Because ‘chemistry’ is neither a timeless idea nor a momentary snapshot but a historically grown body of knowledge, practices, methods, and values, knowing its history is a prerequisite for philosophers. That may include looking closer at the work and the philosophical views of historical chemists (Bernadette Bensaude-Vincent, Jean-Pierre Llored); developing philosophical tools for the understanding of historical changes of the implicit metaphysical assumptions of chemists (Rom Harré); or even historizing the interplay between experimental methods and chemical species concepts to develop a combined historical epistemology and ontology (Mi Gyung Kim). Because also chemical phenomena are not timeless, one may even write a cosmic history of the evolving complexity of chemical phenomena, as the highly innovative paper by Lukasz Lamza does.

Largely repeating arguments that had already been exchanged by theoretical physicists in the 1920s and 1930s, philosophers of physics have been fascinated with quantum mechanics for almost a century, although it is questionable if many of them have ever solved a Schrödinger equation of a simple molecular system, which every chemistry student must do. Quantum chemists, like Guy Woolley and Hans Primas, have long abolished the naive reductionist dreams of the early days, such that it is obsolete to repeat their arguments in philosophy of chemistry, unless one wishes to imitate the customs of philosophy of physics. What is more important, however, is studying the conceptual and methodological relationships between chemistry and other disciplines that are established by interdisciplinary work. Jaap van Brakel develops a scheme for such interdiscourse relationships between chemistry and physics, while Jean-Pierre Llored investigates the interdiscourse of chemistry and quantum mechanics in quantum chemistry regarding their use of the ontological part/whole distinction. Pierre Laszlo reminds us that, while philosophers of chemistry so much focus on physics, chemistry’s research relationship to biology has been the dominant one over many decades. Finally Lukasz Lamza provides a fresh look at the relationships between the disciplines by studying chemical, biological, and physical phenomena diachronically rather than synchronically.

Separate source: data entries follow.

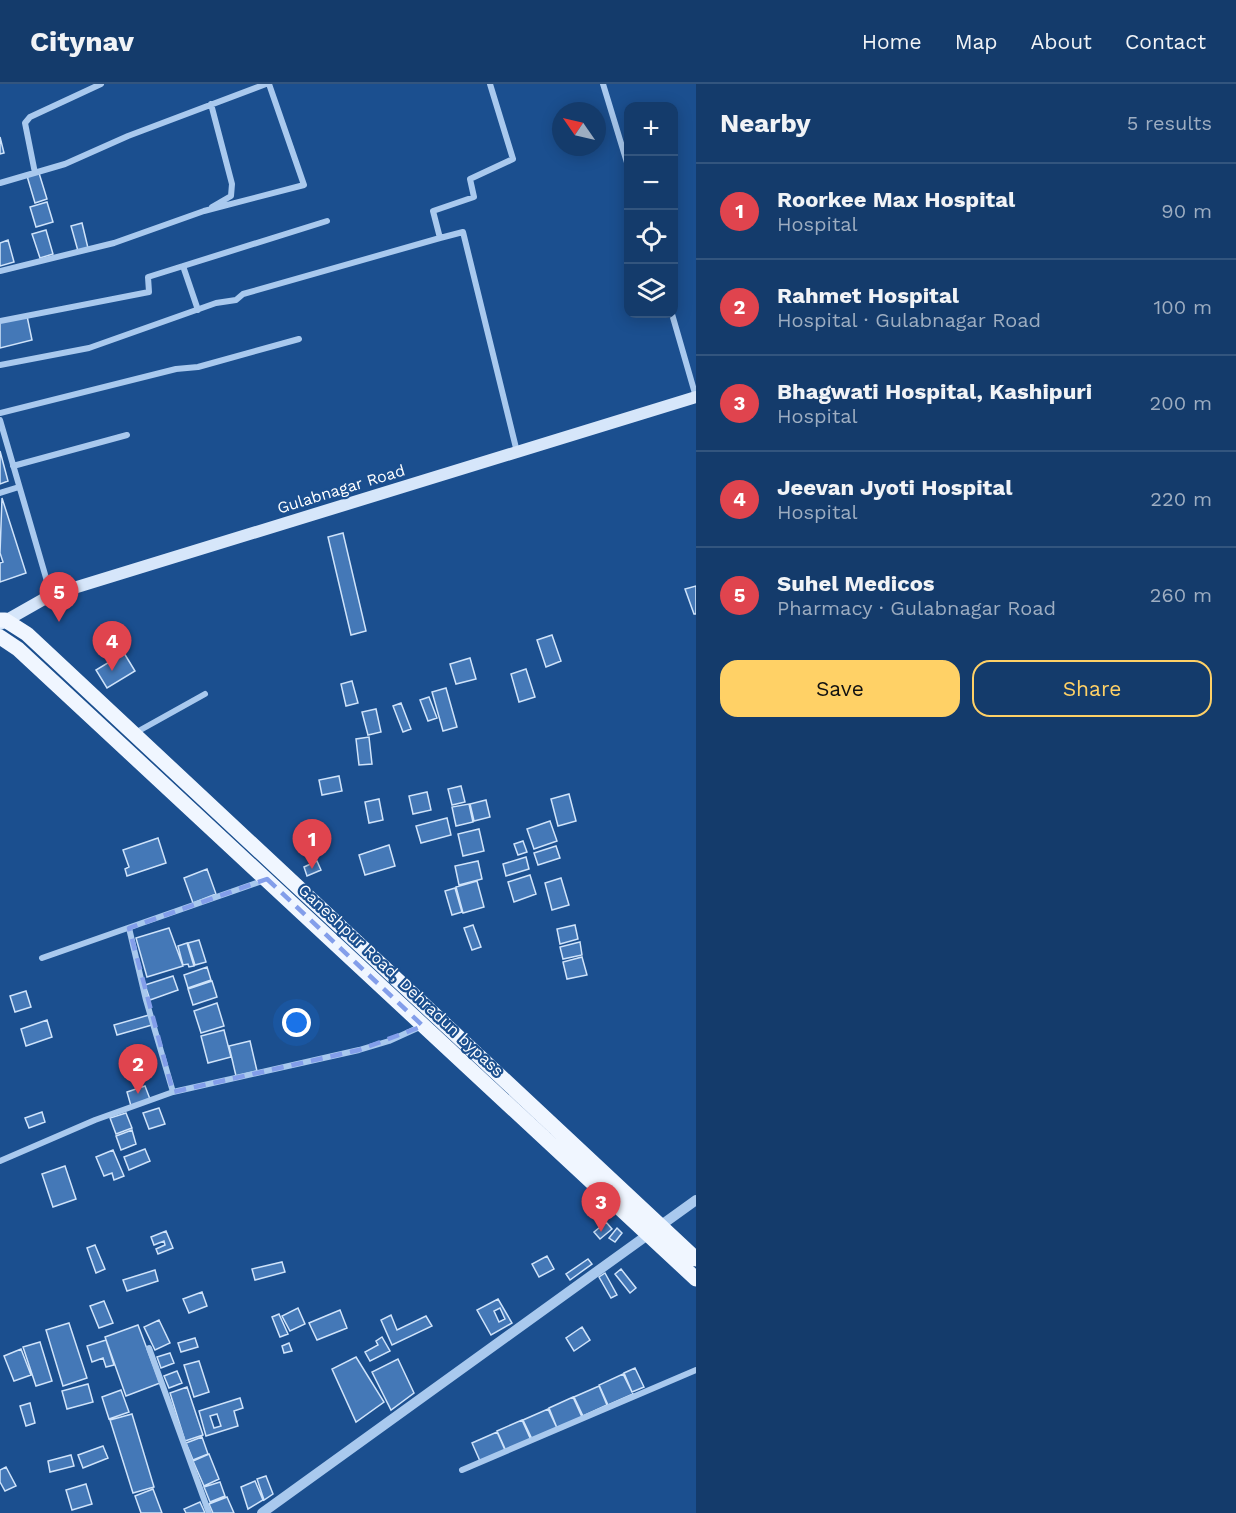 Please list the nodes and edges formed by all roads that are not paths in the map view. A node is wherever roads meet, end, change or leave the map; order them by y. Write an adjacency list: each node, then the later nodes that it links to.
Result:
1 (101, 84): 7 (street)
2 (267, 84): 5 (street); 9 (street)
3 (490, 84): 11 (street)
4 (603, 84): 6 (street)
5 (211, 104): 7 (street); 9 (street)
6 (625, 156)
7 (35, 173): 8 (street)
8 (0, 183)
9 (204, 212): 13 (street)
10 (327, 221): 12 (street)
11 (440, 238): 14 (street); 23 (street)
12 (183, 266): 14 (street); 16 (street)
13 (0, 271)
14 (198, 310): 18 (street)
15 (673, 318): 19 (street)
16 (0, 321)
17 (300, 339): 20 (street)
18 (0, 365)
19 (696, 397): 23 (main road, Gulabnagar Road)
20 (0, 413)
21 (0, 420): 24 (street)
22 (127, 435): 24 (street)
23 (517, 452): 27 (main road, Gulabnagar Road)
24 (13, 466): 25 (street)
25 (19, 487): 26 (street); 27 (street)
26 (0, 492)
27 (51, 595): 28 (main road, Gulabnagar Road)
28 (2, 621): 31 (main road)
29 (0, 637): 32 (main road, Ganeshpur Road, Dehradun bypass)
30 (205, 694): 31 (street)
31 (134, 733): 39 (main road)
32 (267, 879): 33 (street); 35 (main road, Ganeshpur Road, Dehradun bypass)
33 (129, 928): 34 (street); 36 (street)
34 (42, 958)
35 (423, 1026): 36 (street); 40 (main road, Ganeshpur Road, Dehradun bypass)
36 (173, 1092): 37 (street)
37 (0, 1161)
38 (696, 1200): 39 (street)
39 (661, 1226): 40 (street); 41 (main road)
40 (648, 1236): 42 (main road, Ganeshpur Road, Dehradun bypass); 47 (street)
41 (696, 1259)
42 (696, 1279)
43 (149, 1348): 46 (street)
44 (696, 1370): 45 (street)
45 (462, 1470)
46 (209, 1513)
47 (262, 1513) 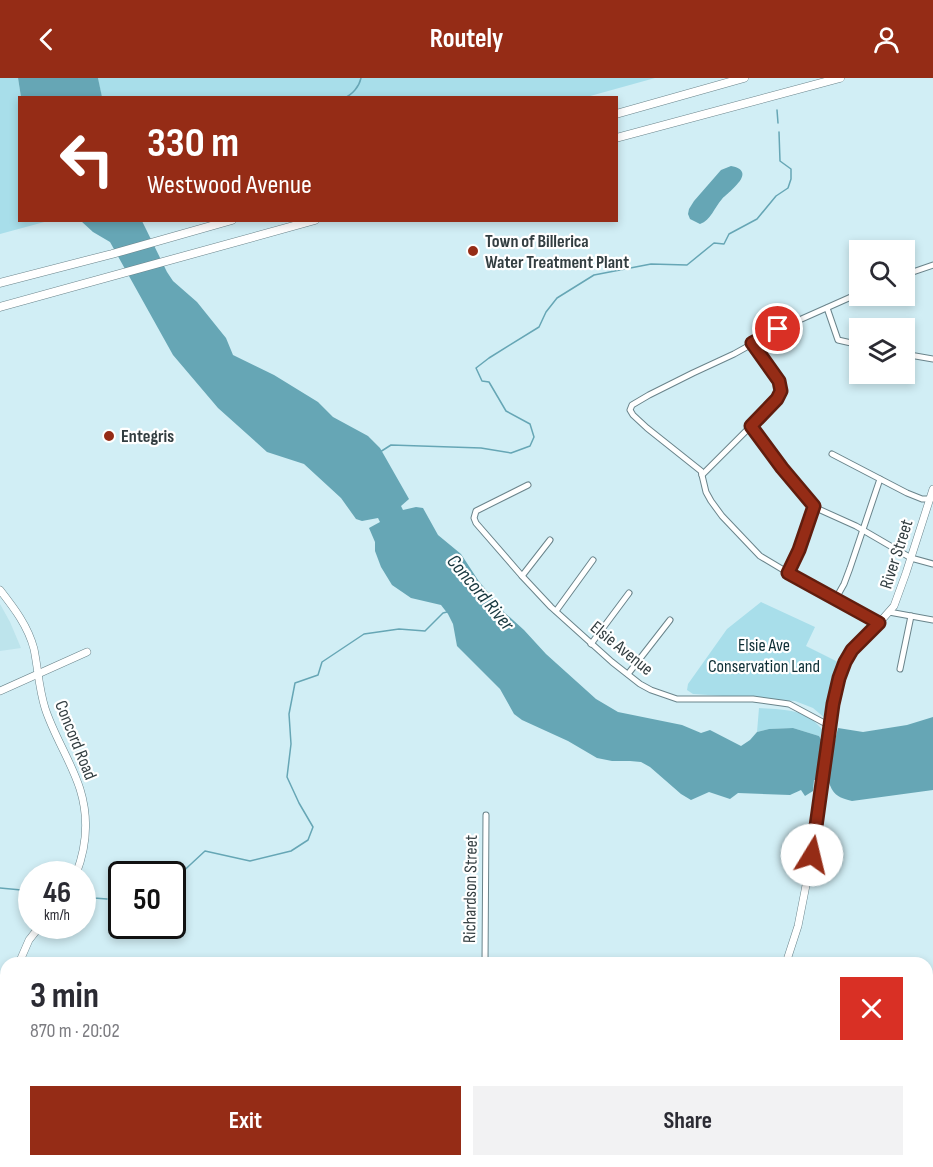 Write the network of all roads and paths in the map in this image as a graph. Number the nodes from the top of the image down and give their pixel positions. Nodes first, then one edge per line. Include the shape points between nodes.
1 (744, 78) edge
2 (840, 78) edge
3 (618, 113) edge
4 (618, 137) edge
5 (224, 222) edge
6 (308, 222) edge
7 (933, 265) edge
8 (915, 271) edge
9 (0, 283) edge
10 (849, 298) edge
11 (0, 307) edge
12 (827, 308) junction
13 (849, 342) edge
14 (752, 343) junction
15 (915, 356) edge
16 (933, 359) edge
17 (751, 426) junction
18 (832, 454) dead end
19 (702, 475) junction
20 (880, 479) junction
21 (528, 485) dead end
22 (933, 489) edge
23 (931, 499) edge
24 (814, 506) junction
25 (862, 530) junction
26 (550, 540) dead end
27 (911, 558) junction
28 (593, 560) dead end
29 (933, 564) edge
30 (788, 573) junction
31 (522, 576) junction
32 (0, 590) edge
33 (629, 593) dead end
34 (835, 600) junction
35 (556, 611) junction
36 (889, 612) junction
37 (911, 616) junction
38 (670, 620) dead end
39 (933, 620) edge
40 (879, 623) junction
41 (591, 644) junction
42 (87, 652) dead end
43 (900, 669) dead end
44 (38, 673) junction
45 (628, 674) junction
46 (0, 691) edge
47 (830, 726) junction
48 (486, 815) dead end
49 (81, 861) edge
50 (31, 939) edge
51 (21, 957) edge
52 (485, 957) edge
53 (788, 957) edge

1 - 3 highway
2 - 4 highway
5 - 9 highway
6 - 11 highway
7 - 8 street
10 - 12 street
12 - 13 street via 838,340
12 - 14 street
14 - 17 street via 779,381 781,391
14 - 19 street via 649,395 630,410
15 - 16 street
17 - 19 street
17 - 24 street
18 - 20 street
19 - 30 street via 707,495 722,516 760,556
20 - 23 street via 913,496
20 - 25 street
21 - 31 street, Elsie Avenue via 474,513 479,528
22 - 23 main road, River Street
23 - 27 main road, River Street
24 - 25 street
24 - 30 street
25 - 27 street
25 - 34 street
26 - 31 street
27 - 29 street
27 - 36 main road, River Street
28 - 35 street
30 - 34 street
31 - 35 street, Elsie Avenue
32 - 44 main road, Concord Road via 24,624
33 - 41 street
34 - 40 street
35 - 41 street, Elsie Avenue
36 - 37 street
36 - 40 main road, River Street
37 - 39 street
37 - 43 street
38 - 45 street
40 - 47 main road, River Street via 845,662
41 - 45 street, Elsie Avenue
42 - 44 main road
44 - 46 main road
44 - 49 main road, Concord Road via 51,727 83,802 86,838
45 - 47 street, Elsie Avenue via 651,690 677,699 778,702 796,707
47 - 53 main road, River Street via 815,840 802,911
48 - 52 street, Richardson Street
50 - 51 main road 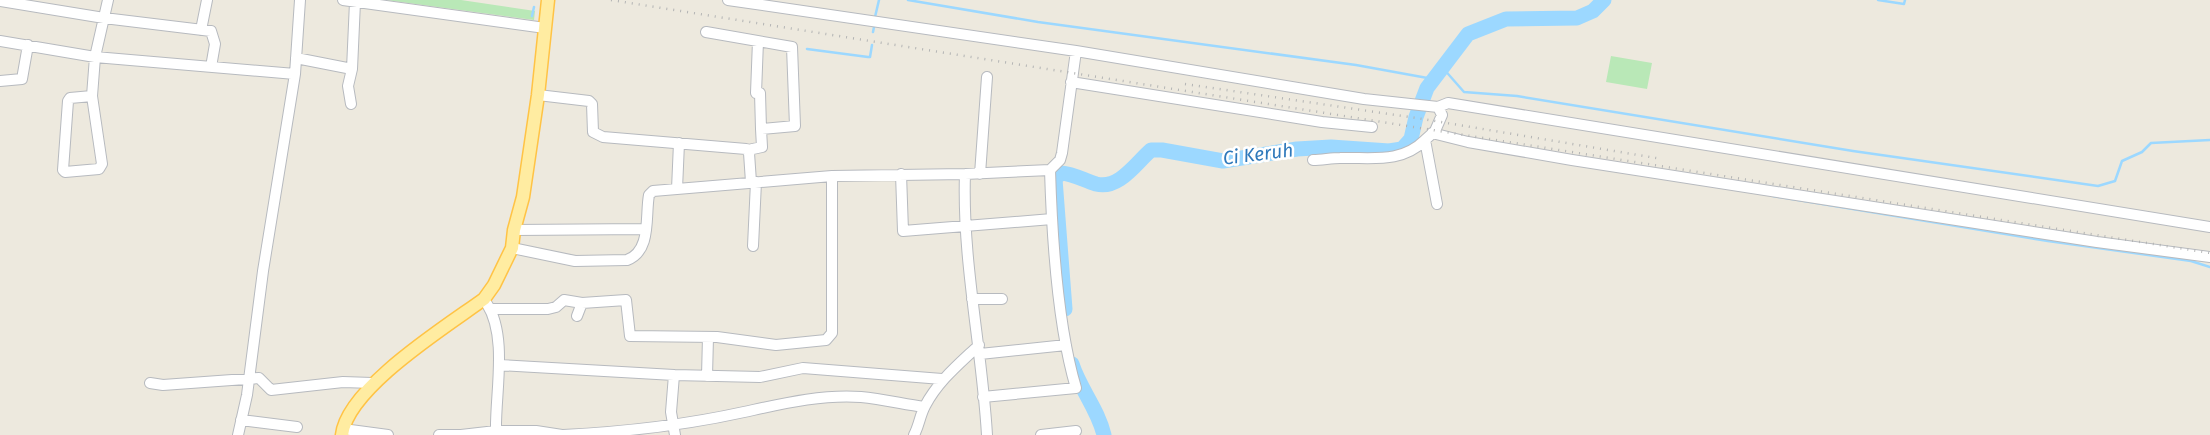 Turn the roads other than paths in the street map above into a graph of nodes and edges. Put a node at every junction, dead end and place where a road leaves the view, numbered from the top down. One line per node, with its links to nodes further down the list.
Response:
1 (108, 0): 12 (street)
2 (207, 0): 14 (street)
3 (300, 0): 21 (street)
4 (343, 0): 10 (street)
5 (548, 0): 13 (main road)
6 (728, 0): 9 (street)
7 (815, 0): 11 (street)
8 (0, 1): 12 (street)
9 (748, 1): 11 (street)
10 (355, 2): 13 (street); 23 (street)
11 (813, 12): 19 (street)
12 (104, 18): 14 (street); 20 (street)
13 (546, 28): 28 (main road)
14 (201, 30): 22 (street)
15 (706, 32): 17 (street)
16 (0, 41): 18 (street)
17 (758, 41): 33 (street); 33 (street)
18 (28, 45): 20 (street); 26 (street)
19 (1076, 51): 27 (street); 31 (street)
20 (95, 57): 22 (street); 29 (street)
21 (296, 58): 23 (street); 24 (street)
22 (211, 67): 24 (street)
23 (352, 69): 30 (street)
24 (295, 74): 65 (street)
25 (987, 77): 41 (street)
26 (0, 81)
27 (1071, 82): 32 (street); 38 (street)
28 (538, 95): 35 (street); 50 (main road)
29 (92, 96): 29 (street)
30 (351, 104)
31 (1438, 107): 34 (street); 48 (street)
32 (1372, 127)
33 (761, 129): 36 (street)
34 (1429, 137): 37 (street); 45 (street); 53 (street)
35 (679, 143): 36 (street); 44 (street)
36 (748, 150): 43 (street)
37 (1313, 160)
38 (1050, 170): 41 (street); 46 (street)
39 (901, 174): 40 (street); 42 (street); 47 (street)
40 (965, 174): 41 (street); 47 (street)
41 (980, 174)
42 (832, 176): 43 (street); 59 (street)
43 (753, 182): 44 (street); 51 (street)
44 (678, 189): 49 (street)
45 (1437, 204)
46 (1052, 219): 47 (street); 60 (street)
47 (967, 225): 54 (street)
48 (2210, 227)
49 (646, 228): 50 (street); 52 (street)
50 (514, 230): 52 (main road)
51 (753, 246)
52 (512, 248): 57 (main road)
53 (2210, 257)
54 (972, 299): 55 (street); 61 (street)
55 (1002, 299)
56 (582, 303): 57 (street); 58 (street); 59 (street)
57 (487, 304): 62 (street); 68 (main road)
58 (577, 316)
59 (708, 337): 64 (street)
60 (1066, 345): 61 (street); 69 (street)
61 (980, 349): 66 (street); 69 (street)
62 (499, 365): 63 (street); 74 (street)
63 (674, 375): 64 (street); 72 (street)
64 (707, 376): 66 (street)
65 (249, 379): 67 (street); 68 (street); 71 (street)
66 (942, 379): 70 (street)
67 (150, 383)
68 (372, 383): 76 (main road)
69 (983, 397): 85 (street)
70 (924, 407): 72 (street); 84 (street)
71 (241, 420): 73 (street); 78 (street)
72 (673, 424): 82 (street); 83 (street)
73 (297, 427)
74 (496, 431): 77 (street); 81 (street)
75 (1076, 431): 86 (street)
76 (342, 432): 79 (street)
77 (509, 433): 82 (street)
78 (238, 435)
79 (388, 435)
80 (439, 435): 81 (street)
81 (461, 435)
82 (563, 435)
83 (675, 435)
84 (914, 435)
85 (987, 435)
86 (1041, 435)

There would be more to add to the list of philosophy of chemistry topics from which general lessons can be drawn. I would, for instance, highlight the methodological pluralism of chemistry and its pragmatic use of models, that require revising several classical issues of the received philosophy of science (Chang 2012, Schummer 2015). Moreover, I particularly miss ethics. It seems that the model of the logician, the philosopher of mathematics, is still influential in letting philosophers of chemistry neglect the practical philosophy of science. Thus, I shall not stop pushing ethics of science as belonging to philosophy of science, as long as it is not taken for granted in the same way in that ethics is considered a branch of philosophy.

Note

1  See, for instance, the ‘Program Structure’ of the 2015 Congress on Logic, Methodology, and Philosophy of Science (http://clmps.helsinki.fi/programstruc.php). The mistaken use of ‘physical sciences’ plays with the double meaning of the term: Before the advent of modern physics, it meant all the natural sciences (from Greek physiké, natural), since then it has referred to the branches of modern physics only, excluding, of course, the chemical sciences. Yet, it is questionable that the mistake here is only because of ignorance.

References

Allhoff, F. (ed.), 2010: Philosophies of the Sciences: A Guide, Chichester: Blackwell-Wiley.

Chang H.: 2012, Is Water H2O? Evidence, Pluralism and Realism, Dordrecht: Springer.

Schummer J.: 2008, ‘Opportunities and Difficulties of Open-Access Journals’, unpublished manuscript read and delivered at the session on ‘Electronic Scholarship’, Joint Meeting of the History of Science Society and the Philosophy of Science Association, Pittsburgh, PA, 6-9 November 2008 [available online: http://www.joachimschummer.net/papers/2008_OA-Journals_HSS-PSA.pdf].

Schummer, J.: 2015, ‘The Methodological Pluralism of Chemistry and Its Philosophical Implications’, in: E.R. Scerri & L. McIntyre (eds.): Philosophy of Chemistry: Grow of a New Discipline, Dordrecht: Springer, 2015, pp. 57-72.

Weinberg, S., 1994: ‘Against Philosophy’, in: Dreams of a Final Theory, New York: Vintage Books.